The outboards buzzed around the Straits of Florida like a cloud of mosquitoes looking for German U-boats. Later, club members were enlisted as an unarmed marine patrol authorized by the Dade County sheriff to stop and warn reckless or speeding boaters. Today, club members take inner-city children out fishing, run tournaments to raise money for a children’s afterschool program, throw a Christmas party and dinner for seniors in public housing, and host other community events.

“We’re a fishing club, a family club, a club that works with community and charitable organizations,” says Castillo. “We wear a lot of different hats.”

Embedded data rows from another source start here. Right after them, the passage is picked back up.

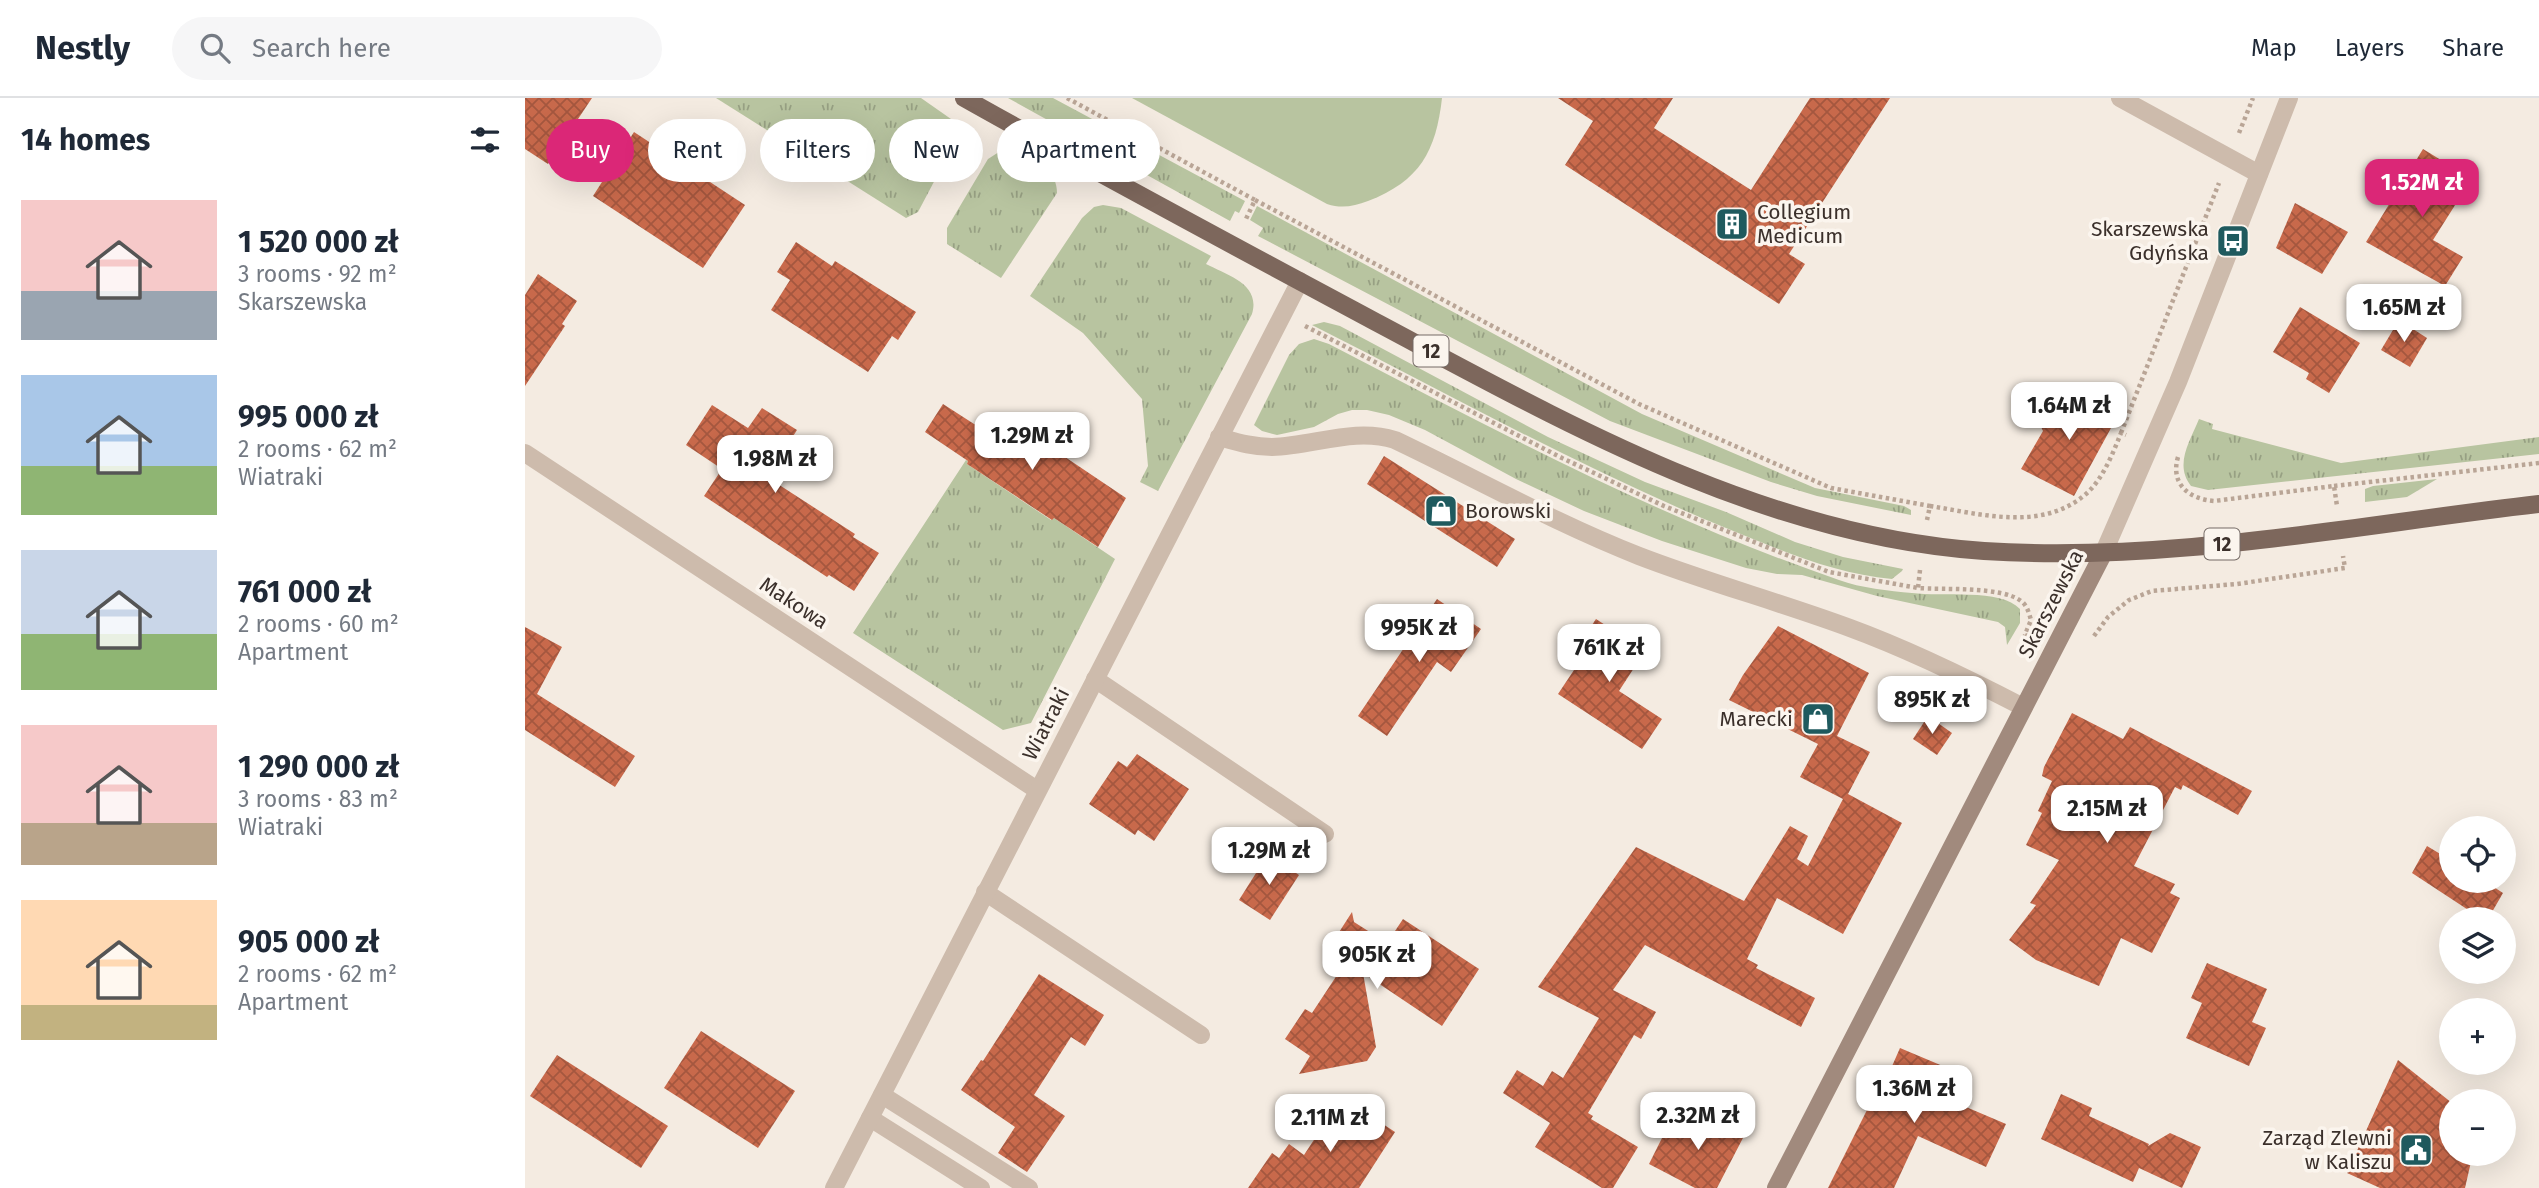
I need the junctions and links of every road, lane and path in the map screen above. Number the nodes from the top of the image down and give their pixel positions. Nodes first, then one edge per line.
1 (964, 98) edge
2 (2120, 98) edge
3 (2253, 98) edge
4 (2288, 98) edge
5 (2229, 159) junction
6 (2259, 174) junction
7 (1255, 200) dead end
8 (1300, 281) junction
9 (2121, 433) dead end
10 (1219, 437) junction
11 (525, 453) edge
12 (2539, 463) edge
13 (2334, 486) dead end
14 (2539, 504) edge
15 (1922, 544) junction
16 (2103, 554) junction
17 (2053, 649) junction
18 (1095, 679) junction
19 (2024, 707) junction
20 (1037, 790) junction
21 (1325, 834) dead end
22 (985, 892) junction
23 (1201, 1034) dead end
24 (882, 1095) junction
25 (870, 1118) junction
26 (834, 1188) edge
27 (981, 1188) edge
28 (1029, 1188) edge
29 (1776, 1188) edge

1 - 8 main road, 12
2 - 5 street
3 - 5 path
4 - 6 street, Skarszewska
5 - 6 street
5 - 9 path
6 - 16 street, Skarszewska
7 - 15 path
8 - 10 street, Wiatraki
8 - 15 main road, 12
10 - 18 street, Wiatraki
10 - 19 street
11 - 20 street, Makowa
12 - 13 path
14 - 16 main road, 12
15 - 16 main road, 12
15 - 17 path
16 - 17 street, Skarszewska
17 - 19 street, Skarszewska
18 - 20 street, Wiatraki
18 - 21 street
19 - 29 street, Skarszewska
20 - 22 street, Wiatraki
22 - 23 street
22 - 24 street, Wiatraki
24 - 25 street, Wiatraki
24 - 28 street
25 - 26 street, Wiatraki
25 - 27 street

The mud flat on which the Miami Outboard Club sits is now prime real estate, and this has raised both financial issues and political problems for the club. Located midbay, between downtown Miami and Miami Beach, and across Government Cut from Miami’s cruise ship terminal, Watson Island has been re-envisioned as a tourist Mecca. The island’s southwest corner is slated for development as a $400 million luxury hotel, megayacht marina and retail complex. Called Island Gardens, the waterfront project will displace charter fishing docks and the historic Chalk’s Ocean Airways’ seaplane terminal. Construction is not expected to begin until 2010. That and a new Jungle Island botanical garden and parrot park, the Ichimura Miami-Japanese Garden, Miami Children’s Museum and Miami Yacht Club — a small sailing club — round out the tenants on Watson Island.

“This is a prime location,” says Duarte. It is so desirable that in 1993 a city planner suggested that the law required the city to put the outboard club property out to competitive bid to maximize its return and give other nonprofits an equal chance to use the property. Miami voters nipped that idea in the bud, passing a referendum allowing the outboard club — and the Coconut Grove Sailing Club and Miami Yacht Club — to remain on public land without competitive bidding.

The club renewed its 30-year lease in 1996, but with a rent escalation clause that has driven the annual rent to $80,000. That price is a bargain for the location, but still a tough nut for the club, which under its lease must cap its boat-owning membership at 426 and total membership, including social members, at 600.

Membership fees are modest: $1,000 to join and $68.50 a month for dues.

Storage fees are competitive: $4.50/foot per month dry storage, $9/foot for a slip.

The club relies heavily on volunteers to maintain the clubhouse and docks, and to make improvements. They put a lot of sweat equity into the clubhouse — its lounge, two dining rooms, kitchen and tiki. “The club built all its facilities,” Duarte says. “The city has not spent one penny to build or maintain this property.”

He says the club has to run a tight ship to stay afloat, but it facilities are in good shape, the club is paying its bills and it has a long waiting list to join.

At 70 years old, the Miami Outboard Club is thriving.

“We hope to be here for a long time to come,” says Castillo. “This club gives the average person in Miami the chance to do some boating.”